In the above embodiment, both ends of the pipe material K are crushed after the corrugated plate 5 is clamped, but the corrugated plate is pushed in after crushing one end first, and then the other end is crushed. The end portions may be crushed. Furthermore, the same effect as described above can be expected if the direction of crushing of both ends of the tube material K is a direction that intersects the direction of crushing when the corrugated plate is clamped.

(Effects of the Invention) As described in detail above, according to the present invention, by flattening the pipe material in a direction perpendicular to the axial direction thereof, the corrugated plate inserted into the pipe material is Since the tube can be held in close contact with the tube, a plurality of mutually isolated channels can be precisely and easily formed inside the tube.

In addition, by flattening both ends of the pipe where the corrugated plate does not exist in a direction intersecting the crushing direction, the axial end of the corrugated plate can be pressed by the inner surfaces of both ends of the crushed pipe.

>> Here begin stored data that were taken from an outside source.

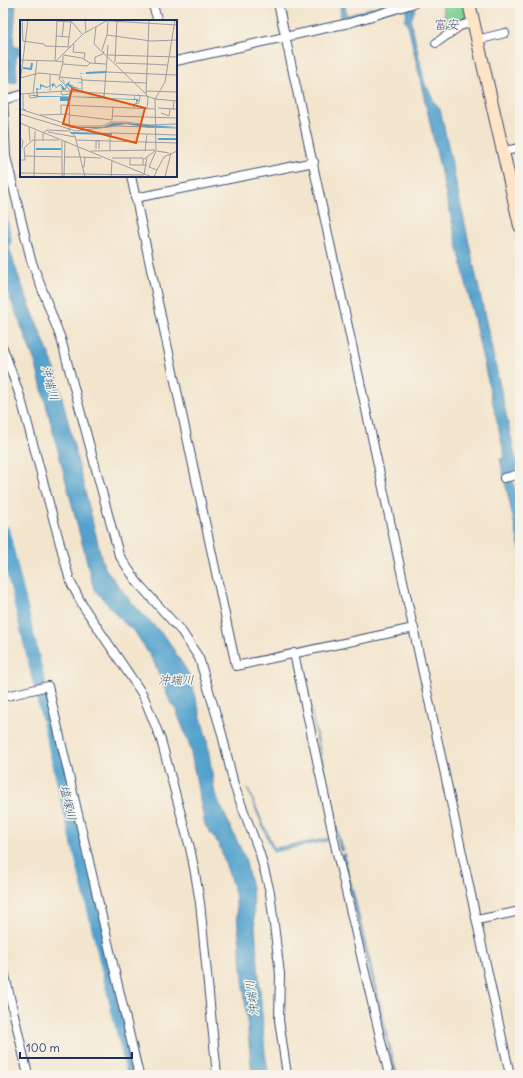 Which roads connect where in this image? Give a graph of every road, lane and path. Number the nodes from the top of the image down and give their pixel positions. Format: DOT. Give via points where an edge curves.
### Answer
graph roads {
  1 [pos="152,3"];
  2 [pos="278,3"];
  3 [pos="415,3"];
  4 [pos="469,3"];
  5 [pos="158,20"];
  6 [pos="473,22"];
  7 [pos="505,33"];
  8 [pos="286,36"];
  9 [pos="477,40"];
  10 [pos="436,42"];
  11 [pos="177,61"];
  12 [pos="20,95"];
  13 [pos="3,98"];
  14 [pos="520,148"];
  15 [pos="504,151"];
  16 [pos="314,162"];
  17 [pos="131,177"];
  18 [pos="135,198"];
  19 [pos="520,226"];
  20 [pos="3,348"];
  21 [pos="520,474"];
  22 [pos="504,478"];
  23 [pos="414,628"];
  24 [pos="294,652"];
  25 [pos="3,697"];
  26 [pos="520,911"];
  27 [pos="477,920"];
  28 [pos="3,967"];
  29 [pos="28,1075"];
  30 [pos="140,1075"];
  31 [pos="217,1075"];
  32 [pos="286,1075"];
  33 [pos="390,1075"];
  34 [pos="510,1075"];
  1 -- 5 [label="street"];
  2 -- 8 [label="street"];
  3 -- 8 [label="street" via="349,23"];
  4 -- 6 [label="street"];
  6 -- 9 [label="street"];
  6 -- 10 [label="street" via="460,26"];
  7 -- 9 [label="street"];
  8 -- 11 [label="street"];
  8 -- 16 [label="street"];
  9 -- 15 [label="street"];
  12 -- 13 [label="street"];
  13 -- 32 [label="street" via="6,157 30,260 61,339 119,555 137,582 182,632 199,658 234,785 260,854 270,892 280,974 279,1020"];
  14 -- 15 [label="street"];
  15 -- 19 [label="street"];
  16 -- 18 [label="street"];
  16 -- 23 [label="street"];
  17 -- 18 [label="street"];
  18 -- 24 [label="street" via="236,666"];
  20 -- 31 [label="street" via="21,399 70,581 83,606 143,695 161,740 195,873"];
  21 -- 22 [label="street"];
  23 -- 24 [label="street"];
  23 -- 27 [label="street"];
  24 -- 33 [label="street" via="336,849"];
  25 -- 30 [label="street" via="48,686"];
  26 -- 27 [label="street"];
  27 -- 34 [label="street"];
  28 -- 29 [label="street"];
} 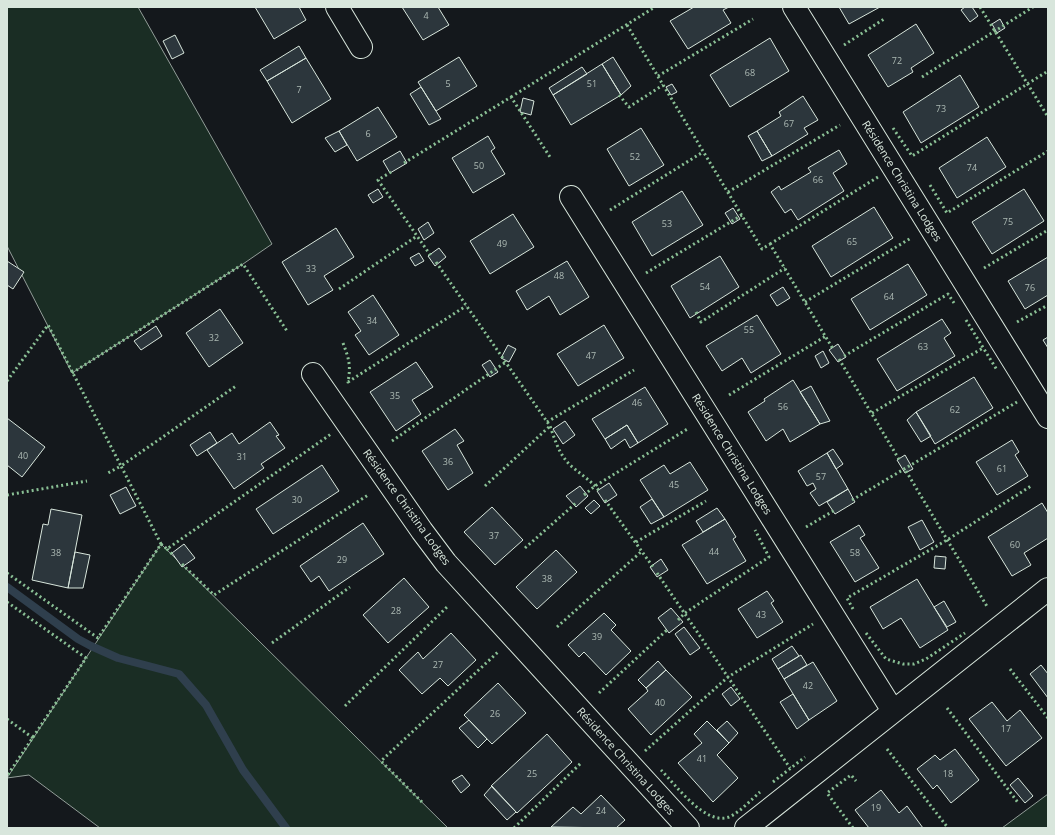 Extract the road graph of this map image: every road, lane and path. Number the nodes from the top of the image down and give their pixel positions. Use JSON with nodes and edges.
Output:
{"nodes":[{"id":1,"x":337,"y":7,"type":"edge"},
{"id":2,"x":794,"y":7,"type":"edge"},
{"id":3,"x":361,"y":47,"type":"dead end"},
{"id":4,"x":571,"y":197,"type":"dead end"},
{"id":5,"x":313,"y":374,"type":"dead end"},
{"id":6,"x":1048,"y":416,"type":"edge"},
{"id":7,"x":1048,"y":589,"type":"edge"},
{"id":8,"x":893,"y":711,"type":"junction"},
{"id":9,"x":688,"y":828,"type":"edge"},
{"id":10,"x":746,"y":828,"type":"edge"}],
"edges":[{"from":1,"to":3,"type":"street"},
{"from":2,"to":6,"type":"street","name":"Résidence Christina Lodges"},
{"from":4,"to":8,"type":"street","name":"Résidence Christina Lodges"},
{"from":5,"to":9,"type":"street","name":"Résidence Christina Lodges"},
{"from":7,"to":8,"type":"street"},
{"from":8,"to":10,"type":"street"}]}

Therefore, together with the above-mentioned clamping action, the corrugated plate can be reliably fixed inside the tube. Moreover, this crushing makes it possible to form connection ports at both ends of the tube with a width smaller than the cross-sectional longitudinal width of the tube. A header vibe with a small inner diameter can be used as a header vibe that is not directly involved in the process, thereby reducing component costs and the amount of heat exchange medium used.

[Brief explanation of drawings]

1 to 5 show an embodiment of the present invention, in which FIG. 1 is a perspective view of a heat exchanger, FIG. 2 is a perspective view of a tube,
Figure 3 is an enlarged sectional view taken along line I-I in Figure 2, Figure 4 is a cross-sectional view of the connecting part, Figure 5 is a manufacturing process diagram of the tube, and Figures 6 to 9 are conventional heat exchangers. Fig. 6 is a perspective view of the heat exchanger, Fig. 7 is a perspective view of the tube, Fig. 8 is an enlarged sectional view taken along the line II-II of Fig. 7, and Fig. 9 is a cross-sectional view of the connection part. It is a diagram. 1... Header vipe, 2... Tube, 2a...
Connection port, 5...Corrugated plate, K...Pipe material.

Claims (1)

[Claims] In a method of manufacturing a tube for heat exchange medium distribution, which is installed between a pair of header pipes with both ends connected to each other, a corrugated plate having a shorter length than the tube material is placed inside a tube material of a predetermined length. Insert the tube, leave both ends where the corrugated plate does not exist, flatten the tube in a direction perpendicular to its axial direction, sandwich the corrugated plate with its inner surface, and crush both ends of the tube in a direction perpendicular to the crushing direction. A method of manufacturing a tube for a heat exchanger, characterized in that a connection port is formed by flattening the tube.